Gucci-Mutter: Schwaches Quartal – Kering-Aktie auf tiefstem Stand seit 2018
Frankfurt. Nach schwachen Quartalszahlen werfen Anleger des französischen Luxuskonzerns Kering den Titel aus dem Depot. Kering-Aktien fielen am Mittwoch in Paris zeitweise um mehr als neun Prozent auf den niedrigsten Stand seit rund sechs Jahren, zum Handelsschluss betrug das Minus noch fast sieben Prozent.
Auch am Donnerstag gibt der Kurs nach anfänglichen Gewinnen nach: Am späten Mittag notiert die Aktie fast ein halbes Prozent tiefer knapp unter 325 Euro.
Die Umsätze sanken im ersten Quartal um zehn Prozent, teilte der Konzern am Dienstag nach Börsenschluss mit. Der Betriebsgewinn soll Kering zufolge im ersten Halbjahr wahrscheinlich um 40 bis 45 Prozent einbrechen. Luca Solca, Analyst bei Sanford C. Bernstein, betonte, das Ausmaß des Gewinnrückgangs überrasche ihn.
Auch die Börsenreaktion ist insofern überraschend, als dass Kering den Umsatzrückgang in dieser Höhe bereits vor rund einem Monat prognostiziert hatte. Die Aktie brach daraufhin deutlich ein, das Unternehmen verlor an nur einem Tag 7,2 Milliarden Euro an Börsenwert.
Wohlhabende Käufer gaben zuletzt weniger Geld für Produkte der Starmarke Gucci aus. Das italienische Modehaus macht mehr als zwei Drittel des operativen Gewinns und die Hälfte der gesamten Umsätze aus. Daneben zählen auch Yves Saint Laurent, Balenciaga oder Bottega Veneta zum Unternehmen.
Vor allem die Kaufzurückhaltung in China macht dem Konzern zu schaffen. Die USA sind zwar der wichtigste Markt für Luxuskonzerne, doch in Asien wächst die Branche normalerweise besonders stark.
Schon heute entfällt rund ein Fünftel des weltweiten Luxusmarkts auf Asien, zeigen Zahlen der Beratung Bain. Global setzt die Branche 1,5 Billionen Euro pro Jahr um. Bis 2030 soll der Anteil chinesischer Kunden auf 35 bis 40 Prozent steigen.
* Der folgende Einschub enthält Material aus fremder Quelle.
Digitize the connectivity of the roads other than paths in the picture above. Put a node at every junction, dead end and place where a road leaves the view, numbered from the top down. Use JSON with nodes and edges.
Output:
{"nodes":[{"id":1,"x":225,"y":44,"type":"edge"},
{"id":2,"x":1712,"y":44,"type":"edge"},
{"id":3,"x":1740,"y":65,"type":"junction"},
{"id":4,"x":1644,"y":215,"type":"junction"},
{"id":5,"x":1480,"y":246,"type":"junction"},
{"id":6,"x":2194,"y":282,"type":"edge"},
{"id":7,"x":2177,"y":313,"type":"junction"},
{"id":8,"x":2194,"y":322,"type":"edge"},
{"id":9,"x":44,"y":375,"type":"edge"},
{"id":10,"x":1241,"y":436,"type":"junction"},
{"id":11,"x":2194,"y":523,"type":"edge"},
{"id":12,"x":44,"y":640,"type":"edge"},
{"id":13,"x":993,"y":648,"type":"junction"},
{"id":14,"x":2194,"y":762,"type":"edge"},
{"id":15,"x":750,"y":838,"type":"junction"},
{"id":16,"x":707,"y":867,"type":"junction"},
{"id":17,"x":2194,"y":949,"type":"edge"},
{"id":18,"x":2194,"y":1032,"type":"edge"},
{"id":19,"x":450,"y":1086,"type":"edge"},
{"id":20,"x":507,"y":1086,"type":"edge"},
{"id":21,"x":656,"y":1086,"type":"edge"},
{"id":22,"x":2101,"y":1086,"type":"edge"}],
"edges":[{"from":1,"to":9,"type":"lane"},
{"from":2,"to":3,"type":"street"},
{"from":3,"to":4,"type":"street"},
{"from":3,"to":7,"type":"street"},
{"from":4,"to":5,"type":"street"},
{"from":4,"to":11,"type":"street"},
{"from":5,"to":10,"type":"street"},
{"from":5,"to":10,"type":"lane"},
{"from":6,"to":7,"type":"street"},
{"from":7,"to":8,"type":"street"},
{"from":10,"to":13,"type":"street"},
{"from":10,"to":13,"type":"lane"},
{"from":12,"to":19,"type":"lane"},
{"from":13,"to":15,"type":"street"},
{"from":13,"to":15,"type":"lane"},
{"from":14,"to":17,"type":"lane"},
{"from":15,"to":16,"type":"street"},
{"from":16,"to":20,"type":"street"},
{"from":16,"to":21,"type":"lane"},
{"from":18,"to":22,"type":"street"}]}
Die unsicheren Konjunkturaussichten vor allem in China dämpfen den Konsum und damit das Wachstum der Luxuskonzerne.
Kering-Aktie liegt hinter der Konkurrenz
Kering-Aktien liegen seit Jahresbeginn deutlich in der Verlustzone. Die Titel fielen damit weit hinter die französischen Rivalen LVMH und Hermès zurück.